BMA in the News
February 6, 2019

Private Medicare plans face few threats from 2020 proposal

The Trump administration’s proposed 2020 payment policies for Medicare Advantage seem unlikely to blunt the program’s sustained growth. The proposal issued last week contained few unwelcome surprises for insurers, though it’s likely to rekindle annual lobbying battles that have intensified as the program has grown to over $200 billion a year. CMS proposed to hike rates a modest 1.59 percent for 2020, but some analysts think a two-month lobbying effort from insurers could nudge that figure higher.

Financial analysis firm Heldman Simpson Partners predicts that the average rate hike will end up somewhere between 1.5 and 2.5 percent when CMS finalizes payments in early April. “We think this is a range that will still make Advantage an attractive line of business from an insurer and investor perspective,” the firm’s analysis concludes. Humana, the second biggest private Medicare plan, didn’t raise any red flags about the proposed 2020 rate notice on a call with investors Wednesday morning. Company officials appeared more concerned by the return of Obamacare’s health insurance tax in 2020 after a one-year hiatus. “[It’s] too early to give 2020 guidance,” said Brian Kane, Humana’s chief financial officer. “We’ll see where the rate notice finishes up.” More than a third of all Medicare beneficiaries — 22.4 million seniors — are now enrolled in private plans.
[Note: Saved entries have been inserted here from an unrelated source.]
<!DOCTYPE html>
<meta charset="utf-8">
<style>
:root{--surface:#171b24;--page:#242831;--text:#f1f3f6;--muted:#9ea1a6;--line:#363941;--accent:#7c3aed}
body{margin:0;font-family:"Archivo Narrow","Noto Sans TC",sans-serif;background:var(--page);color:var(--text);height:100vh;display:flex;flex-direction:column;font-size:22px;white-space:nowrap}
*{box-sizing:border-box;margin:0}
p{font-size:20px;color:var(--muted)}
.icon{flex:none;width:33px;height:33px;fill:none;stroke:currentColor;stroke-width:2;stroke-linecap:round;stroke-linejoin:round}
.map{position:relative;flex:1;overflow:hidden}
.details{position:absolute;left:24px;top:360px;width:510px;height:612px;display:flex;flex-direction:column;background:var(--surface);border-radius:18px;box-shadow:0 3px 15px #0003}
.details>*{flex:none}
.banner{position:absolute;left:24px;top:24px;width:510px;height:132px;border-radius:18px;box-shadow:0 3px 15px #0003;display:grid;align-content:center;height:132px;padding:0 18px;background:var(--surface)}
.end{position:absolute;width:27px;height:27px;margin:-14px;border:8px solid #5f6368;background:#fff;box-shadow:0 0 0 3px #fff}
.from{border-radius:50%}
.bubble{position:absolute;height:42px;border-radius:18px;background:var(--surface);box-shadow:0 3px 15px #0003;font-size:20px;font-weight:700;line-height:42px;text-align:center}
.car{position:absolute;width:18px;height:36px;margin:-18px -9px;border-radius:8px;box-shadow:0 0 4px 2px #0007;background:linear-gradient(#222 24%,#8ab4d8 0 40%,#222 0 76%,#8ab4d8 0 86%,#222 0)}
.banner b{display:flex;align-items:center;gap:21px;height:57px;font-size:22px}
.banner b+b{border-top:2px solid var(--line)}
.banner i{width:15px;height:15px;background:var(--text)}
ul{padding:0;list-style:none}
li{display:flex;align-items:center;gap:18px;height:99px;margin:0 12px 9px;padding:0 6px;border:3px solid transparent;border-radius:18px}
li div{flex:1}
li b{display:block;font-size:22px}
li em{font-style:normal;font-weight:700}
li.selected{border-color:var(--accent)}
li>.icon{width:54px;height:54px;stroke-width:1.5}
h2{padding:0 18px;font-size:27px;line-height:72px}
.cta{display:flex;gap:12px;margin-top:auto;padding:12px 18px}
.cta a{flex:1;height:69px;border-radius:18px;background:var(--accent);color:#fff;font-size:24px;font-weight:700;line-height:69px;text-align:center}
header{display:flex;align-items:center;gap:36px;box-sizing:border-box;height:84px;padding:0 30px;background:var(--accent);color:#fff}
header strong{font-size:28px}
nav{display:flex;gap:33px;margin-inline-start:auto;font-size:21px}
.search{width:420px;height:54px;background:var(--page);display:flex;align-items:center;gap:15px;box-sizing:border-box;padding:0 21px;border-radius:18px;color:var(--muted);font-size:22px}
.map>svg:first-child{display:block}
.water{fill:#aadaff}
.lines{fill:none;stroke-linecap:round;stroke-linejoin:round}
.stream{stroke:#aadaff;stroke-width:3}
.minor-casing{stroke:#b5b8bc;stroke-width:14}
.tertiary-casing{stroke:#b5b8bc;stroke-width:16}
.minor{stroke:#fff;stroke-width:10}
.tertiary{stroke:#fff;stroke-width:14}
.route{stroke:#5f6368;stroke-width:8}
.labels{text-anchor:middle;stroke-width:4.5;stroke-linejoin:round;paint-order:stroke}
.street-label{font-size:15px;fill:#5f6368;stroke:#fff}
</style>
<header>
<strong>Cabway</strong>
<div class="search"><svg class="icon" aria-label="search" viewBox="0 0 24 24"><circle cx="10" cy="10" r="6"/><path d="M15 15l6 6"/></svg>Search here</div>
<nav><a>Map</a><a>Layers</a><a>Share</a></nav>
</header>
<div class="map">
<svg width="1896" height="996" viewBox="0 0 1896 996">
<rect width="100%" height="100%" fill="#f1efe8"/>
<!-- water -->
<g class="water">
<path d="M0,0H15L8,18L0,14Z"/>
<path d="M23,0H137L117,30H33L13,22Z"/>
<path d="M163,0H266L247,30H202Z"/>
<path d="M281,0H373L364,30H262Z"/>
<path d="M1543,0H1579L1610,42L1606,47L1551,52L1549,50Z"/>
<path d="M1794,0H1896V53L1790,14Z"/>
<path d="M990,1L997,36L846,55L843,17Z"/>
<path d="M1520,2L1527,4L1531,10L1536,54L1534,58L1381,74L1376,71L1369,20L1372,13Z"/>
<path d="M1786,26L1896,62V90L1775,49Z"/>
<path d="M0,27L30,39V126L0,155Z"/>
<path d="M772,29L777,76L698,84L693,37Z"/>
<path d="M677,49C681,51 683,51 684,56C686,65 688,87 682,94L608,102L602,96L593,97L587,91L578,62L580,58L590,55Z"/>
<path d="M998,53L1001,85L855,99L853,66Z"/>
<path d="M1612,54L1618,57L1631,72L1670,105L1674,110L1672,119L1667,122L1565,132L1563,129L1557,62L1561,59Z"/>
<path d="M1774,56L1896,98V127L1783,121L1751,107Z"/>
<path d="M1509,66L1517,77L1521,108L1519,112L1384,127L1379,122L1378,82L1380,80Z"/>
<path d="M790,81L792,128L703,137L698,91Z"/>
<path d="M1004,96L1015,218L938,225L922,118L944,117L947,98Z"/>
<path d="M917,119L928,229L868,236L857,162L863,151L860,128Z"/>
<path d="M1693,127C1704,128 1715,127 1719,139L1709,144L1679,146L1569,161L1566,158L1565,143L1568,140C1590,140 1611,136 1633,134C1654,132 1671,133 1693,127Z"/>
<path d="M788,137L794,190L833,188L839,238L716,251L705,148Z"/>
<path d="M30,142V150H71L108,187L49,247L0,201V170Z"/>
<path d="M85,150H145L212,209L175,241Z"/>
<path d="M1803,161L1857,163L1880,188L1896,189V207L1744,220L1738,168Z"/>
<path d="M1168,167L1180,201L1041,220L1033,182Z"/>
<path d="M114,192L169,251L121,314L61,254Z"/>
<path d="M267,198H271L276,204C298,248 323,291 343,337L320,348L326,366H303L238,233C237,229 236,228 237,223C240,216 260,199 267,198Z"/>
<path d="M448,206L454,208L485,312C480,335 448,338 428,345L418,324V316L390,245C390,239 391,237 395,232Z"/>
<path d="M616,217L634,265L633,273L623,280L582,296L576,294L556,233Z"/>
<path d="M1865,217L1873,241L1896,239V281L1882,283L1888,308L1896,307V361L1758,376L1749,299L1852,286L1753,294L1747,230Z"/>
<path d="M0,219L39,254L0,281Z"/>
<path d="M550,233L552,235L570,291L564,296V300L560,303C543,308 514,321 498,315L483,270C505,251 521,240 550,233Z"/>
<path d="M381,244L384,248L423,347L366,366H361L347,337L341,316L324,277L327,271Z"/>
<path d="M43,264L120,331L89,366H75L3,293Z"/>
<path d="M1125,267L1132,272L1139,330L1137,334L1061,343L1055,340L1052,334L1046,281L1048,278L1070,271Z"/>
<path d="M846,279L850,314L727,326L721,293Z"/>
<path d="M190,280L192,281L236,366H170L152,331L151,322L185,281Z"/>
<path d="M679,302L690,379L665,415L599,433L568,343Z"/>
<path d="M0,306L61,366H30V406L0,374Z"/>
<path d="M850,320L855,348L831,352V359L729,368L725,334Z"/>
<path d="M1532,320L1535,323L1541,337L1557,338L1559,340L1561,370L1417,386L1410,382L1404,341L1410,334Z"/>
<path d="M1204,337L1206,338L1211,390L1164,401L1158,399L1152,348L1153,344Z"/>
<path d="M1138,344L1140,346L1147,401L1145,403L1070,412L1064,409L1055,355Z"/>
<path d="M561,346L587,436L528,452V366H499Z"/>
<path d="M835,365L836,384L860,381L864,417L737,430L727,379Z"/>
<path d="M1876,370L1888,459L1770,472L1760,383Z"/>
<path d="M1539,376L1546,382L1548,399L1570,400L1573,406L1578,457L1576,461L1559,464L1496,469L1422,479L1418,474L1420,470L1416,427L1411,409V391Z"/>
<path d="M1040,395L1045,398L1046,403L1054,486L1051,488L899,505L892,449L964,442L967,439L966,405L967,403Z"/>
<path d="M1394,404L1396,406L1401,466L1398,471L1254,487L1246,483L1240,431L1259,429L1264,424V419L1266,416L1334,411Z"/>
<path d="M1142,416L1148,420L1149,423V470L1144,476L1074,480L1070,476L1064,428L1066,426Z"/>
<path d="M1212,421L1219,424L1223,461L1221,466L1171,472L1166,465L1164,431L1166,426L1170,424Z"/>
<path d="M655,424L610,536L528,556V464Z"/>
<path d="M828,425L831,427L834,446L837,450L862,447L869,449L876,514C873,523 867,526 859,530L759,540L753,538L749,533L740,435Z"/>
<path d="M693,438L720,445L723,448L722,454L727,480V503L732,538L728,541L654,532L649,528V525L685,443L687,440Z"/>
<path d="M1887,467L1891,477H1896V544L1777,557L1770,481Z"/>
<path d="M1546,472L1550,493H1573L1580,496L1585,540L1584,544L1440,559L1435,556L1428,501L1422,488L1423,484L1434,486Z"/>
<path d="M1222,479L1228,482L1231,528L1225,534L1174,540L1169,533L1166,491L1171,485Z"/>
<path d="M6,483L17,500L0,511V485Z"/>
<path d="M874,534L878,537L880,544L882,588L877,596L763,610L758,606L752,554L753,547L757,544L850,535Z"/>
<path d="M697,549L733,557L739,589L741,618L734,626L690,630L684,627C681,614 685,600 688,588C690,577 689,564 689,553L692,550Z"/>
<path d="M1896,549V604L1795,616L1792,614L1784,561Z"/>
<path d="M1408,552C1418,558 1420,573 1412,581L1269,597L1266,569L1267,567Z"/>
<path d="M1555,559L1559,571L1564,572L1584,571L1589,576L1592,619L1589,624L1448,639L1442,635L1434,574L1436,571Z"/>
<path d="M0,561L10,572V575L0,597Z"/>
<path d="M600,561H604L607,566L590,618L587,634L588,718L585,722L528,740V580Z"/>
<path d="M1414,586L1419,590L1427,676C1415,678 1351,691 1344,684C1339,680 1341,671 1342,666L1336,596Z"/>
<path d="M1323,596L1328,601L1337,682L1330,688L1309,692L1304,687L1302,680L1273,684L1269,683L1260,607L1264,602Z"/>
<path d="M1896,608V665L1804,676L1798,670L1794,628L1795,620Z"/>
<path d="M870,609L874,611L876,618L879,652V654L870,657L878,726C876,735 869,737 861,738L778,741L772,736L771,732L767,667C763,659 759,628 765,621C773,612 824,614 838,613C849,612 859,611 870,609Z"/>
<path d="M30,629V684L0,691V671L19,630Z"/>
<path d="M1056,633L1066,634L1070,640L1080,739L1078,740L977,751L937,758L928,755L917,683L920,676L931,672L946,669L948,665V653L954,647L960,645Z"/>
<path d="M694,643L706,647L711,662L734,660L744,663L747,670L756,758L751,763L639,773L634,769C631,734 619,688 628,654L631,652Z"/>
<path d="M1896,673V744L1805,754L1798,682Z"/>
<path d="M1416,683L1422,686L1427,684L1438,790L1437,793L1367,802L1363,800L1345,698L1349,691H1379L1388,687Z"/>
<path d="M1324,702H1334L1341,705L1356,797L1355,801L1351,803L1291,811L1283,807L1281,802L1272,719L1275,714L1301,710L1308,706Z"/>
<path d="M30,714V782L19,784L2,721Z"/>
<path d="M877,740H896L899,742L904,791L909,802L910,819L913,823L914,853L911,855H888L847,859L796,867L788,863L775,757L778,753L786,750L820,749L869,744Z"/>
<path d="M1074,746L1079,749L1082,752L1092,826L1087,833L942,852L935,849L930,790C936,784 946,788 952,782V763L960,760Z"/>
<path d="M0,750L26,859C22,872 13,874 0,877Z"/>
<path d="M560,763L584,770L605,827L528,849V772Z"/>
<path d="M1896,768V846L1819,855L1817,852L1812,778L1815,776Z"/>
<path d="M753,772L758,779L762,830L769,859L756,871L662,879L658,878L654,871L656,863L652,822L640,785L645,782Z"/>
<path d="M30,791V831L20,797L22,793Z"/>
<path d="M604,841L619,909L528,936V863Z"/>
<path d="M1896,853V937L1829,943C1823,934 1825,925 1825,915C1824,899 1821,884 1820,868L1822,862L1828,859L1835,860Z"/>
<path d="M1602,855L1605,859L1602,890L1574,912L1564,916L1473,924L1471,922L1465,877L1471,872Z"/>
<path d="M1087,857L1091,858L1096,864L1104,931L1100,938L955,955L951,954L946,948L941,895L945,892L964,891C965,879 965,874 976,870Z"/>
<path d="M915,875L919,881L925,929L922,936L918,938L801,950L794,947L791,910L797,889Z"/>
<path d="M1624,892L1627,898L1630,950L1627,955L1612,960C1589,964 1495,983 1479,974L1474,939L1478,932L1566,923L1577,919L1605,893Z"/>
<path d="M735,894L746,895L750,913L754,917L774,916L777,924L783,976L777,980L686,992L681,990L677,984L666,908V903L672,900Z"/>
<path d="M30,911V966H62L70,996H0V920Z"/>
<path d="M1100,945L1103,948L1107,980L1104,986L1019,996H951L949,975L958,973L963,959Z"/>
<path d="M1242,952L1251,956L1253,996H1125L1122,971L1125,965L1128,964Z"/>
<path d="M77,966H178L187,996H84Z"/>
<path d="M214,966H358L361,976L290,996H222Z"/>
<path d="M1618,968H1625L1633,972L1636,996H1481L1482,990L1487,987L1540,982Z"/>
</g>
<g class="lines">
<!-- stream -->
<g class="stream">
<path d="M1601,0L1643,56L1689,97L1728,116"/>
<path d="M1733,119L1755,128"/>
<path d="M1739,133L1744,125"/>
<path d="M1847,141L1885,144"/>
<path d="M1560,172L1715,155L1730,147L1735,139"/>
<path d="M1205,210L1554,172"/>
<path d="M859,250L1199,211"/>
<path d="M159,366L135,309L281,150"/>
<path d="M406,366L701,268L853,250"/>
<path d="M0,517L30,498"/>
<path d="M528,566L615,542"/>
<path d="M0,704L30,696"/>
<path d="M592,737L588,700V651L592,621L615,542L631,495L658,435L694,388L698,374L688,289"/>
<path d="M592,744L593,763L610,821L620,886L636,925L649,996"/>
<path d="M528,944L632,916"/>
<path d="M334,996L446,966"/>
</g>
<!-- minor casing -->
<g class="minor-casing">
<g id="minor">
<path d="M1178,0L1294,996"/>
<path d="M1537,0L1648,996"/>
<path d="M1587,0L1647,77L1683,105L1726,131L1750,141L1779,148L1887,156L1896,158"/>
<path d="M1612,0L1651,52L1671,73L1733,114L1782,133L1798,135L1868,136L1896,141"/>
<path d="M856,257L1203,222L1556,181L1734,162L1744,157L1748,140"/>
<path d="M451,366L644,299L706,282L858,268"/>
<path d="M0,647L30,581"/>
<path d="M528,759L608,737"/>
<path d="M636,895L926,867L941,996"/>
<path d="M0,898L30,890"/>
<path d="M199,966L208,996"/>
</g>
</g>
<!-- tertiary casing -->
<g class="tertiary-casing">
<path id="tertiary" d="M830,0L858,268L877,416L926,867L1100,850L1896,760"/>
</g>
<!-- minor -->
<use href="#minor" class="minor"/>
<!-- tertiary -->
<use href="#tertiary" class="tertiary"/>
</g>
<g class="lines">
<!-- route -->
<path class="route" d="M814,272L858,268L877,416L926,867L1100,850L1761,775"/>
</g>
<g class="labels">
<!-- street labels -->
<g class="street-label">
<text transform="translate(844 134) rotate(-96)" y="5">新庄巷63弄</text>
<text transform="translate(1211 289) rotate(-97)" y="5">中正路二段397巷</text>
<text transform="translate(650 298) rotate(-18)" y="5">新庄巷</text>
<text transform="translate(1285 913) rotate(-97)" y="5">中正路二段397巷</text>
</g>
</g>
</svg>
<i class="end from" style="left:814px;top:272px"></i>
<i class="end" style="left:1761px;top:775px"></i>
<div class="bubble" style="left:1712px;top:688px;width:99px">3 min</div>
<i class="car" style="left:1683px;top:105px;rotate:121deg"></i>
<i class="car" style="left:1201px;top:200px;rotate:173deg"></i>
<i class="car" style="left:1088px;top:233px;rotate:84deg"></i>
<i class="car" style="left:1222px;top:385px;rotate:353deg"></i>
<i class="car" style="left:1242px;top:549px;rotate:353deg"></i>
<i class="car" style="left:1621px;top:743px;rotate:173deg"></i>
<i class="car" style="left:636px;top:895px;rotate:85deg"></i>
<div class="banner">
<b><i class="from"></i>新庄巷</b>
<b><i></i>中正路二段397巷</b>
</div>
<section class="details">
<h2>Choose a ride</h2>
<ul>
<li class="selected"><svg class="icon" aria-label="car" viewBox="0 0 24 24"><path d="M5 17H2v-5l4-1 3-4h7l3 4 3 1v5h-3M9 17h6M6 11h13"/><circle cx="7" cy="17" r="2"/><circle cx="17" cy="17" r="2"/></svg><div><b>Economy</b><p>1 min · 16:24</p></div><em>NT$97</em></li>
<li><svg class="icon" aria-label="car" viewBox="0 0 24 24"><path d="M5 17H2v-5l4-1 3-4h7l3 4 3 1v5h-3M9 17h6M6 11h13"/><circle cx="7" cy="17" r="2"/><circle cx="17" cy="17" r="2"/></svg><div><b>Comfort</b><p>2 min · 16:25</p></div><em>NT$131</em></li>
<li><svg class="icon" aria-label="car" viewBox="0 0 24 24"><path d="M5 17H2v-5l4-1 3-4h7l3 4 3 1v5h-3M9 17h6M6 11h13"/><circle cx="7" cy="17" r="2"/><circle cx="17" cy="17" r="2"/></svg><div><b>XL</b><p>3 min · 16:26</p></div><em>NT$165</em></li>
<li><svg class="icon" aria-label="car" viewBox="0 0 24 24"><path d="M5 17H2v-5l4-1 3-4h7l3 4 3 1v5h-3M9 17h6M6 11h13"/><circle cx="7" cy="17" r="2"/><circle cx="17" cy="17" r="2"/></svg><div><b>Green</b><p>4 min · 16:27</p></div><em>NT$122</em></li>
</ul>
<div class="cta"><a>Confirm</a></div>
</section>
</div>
That’s more than double the number of enrollees a decade ago. The Trump administration has been unabashedly bullish on Medicare Advantage, extolling the program for expanding coverage options for seniors. But the rapid growth of private Medicare plans has also strengthened bipartisan support for the program on Capitol Hill, with lawmakers from both parties wary of antagonizing a demographic that votes in disproportionately high numbers. The Obama administration routinely scaled back payment proposals that were opposed by insurers and their congressional allies. The current administration has tried to emphasize greater flexibility around benefits, winning plaudits from insurers. The trend started last year with CMS giving health plans more leeway to offer services that aren’t directly related to medical care, such as meal delivery or transportation. In addition, last month CMS announced a demonstration project through its innovation center allowing private Medicare plans to offer benefits designed to help poorer beneficiaries who face barriers to accessing consistent medical care. In the 2020 guidance, CMS is proposing additional flexibility around benefits for chronically ill patients, a change required by a budget deal enacted by Congress last year. The Better Medicare Alliance, an industry group with insurer and provider members, points out that more than half of Medicare Advantage customers have annual incomes of less than $30,000. That means they may face financial barriers to accessing preventive care or making healthy lifestyle choices.

“Many of them do without access to cars, or access to healthy foods,” said Allyson Schwartz, president of the advocacy group. There’s limited data on how much uptake there’s been by insurers in expanding benefits under the new 2019 rules. An analysis by the law firm Faegre Baker Daniels found that just 153 Medicare Advantage plans — less than 5 percent of the total — offered 824 additional benefits under the more flexible rules this year. Nearly half of those benefits are aimed at Medicare enrollees with congestive heart failure or diabetes. The most popular services for 2019 are meal benefits and reduced costs for specialist care. Michael Adelberg, a principal with the law firm’s consulting arm, pointed out that insurers last year had limited time to understand the new rules and develop 2019 health plans. He expects more insurers to embrace alternative benefits going forward, and points to reduced costs for seeing primary care doctors as a change that more health plans are likely to embrace. “There’s a real good business case for getting people in to see their primary care docs,” said Adelberg, a former director of Medicare Advantage operations at CMS.

“There’s good evidence to suggest that more primary care visits not only result in better health outcomes, but [also] save money.” America’s Health Insurance Plans, the leading industry group, agrees that 2019 provides an imperfect snapshot of insurer interest in adding benefits due to the time crunch. “It’s likely you’ll see more plans offering more types of supplemental benefits for 2020 than you saw in ’19 just because they’ve had an extra year to assess and process last year’s guidance,” said Mark Hamelburg, AHIP’s senior vice president of federal programs. “The full value of this is going to take some time to play out.” Insurers aren’t enthusiastic about all of the changes proposed by the Trump administration. In particular, they continue to be wary of an ongoing push to use “encounter data” — essentially medical claims — as a greater share of the formula for calculating risk scores that determine how much insurers are paid to cover beneficiaries. The Trump administration is proposing to boost the share of the formula based on encounter data from 25 percent to 50 percent, continuing a conversion that started under the Obama administration. But insurers have raised concerns about the accuracy of that data and whether it will result in lower payments than warranted by their customers’ medical needs. “We’re going to take another close look at this, as we do each year,” Hamelburg said, “but it wouldn’t be surprising if we were to raise similar concerns.”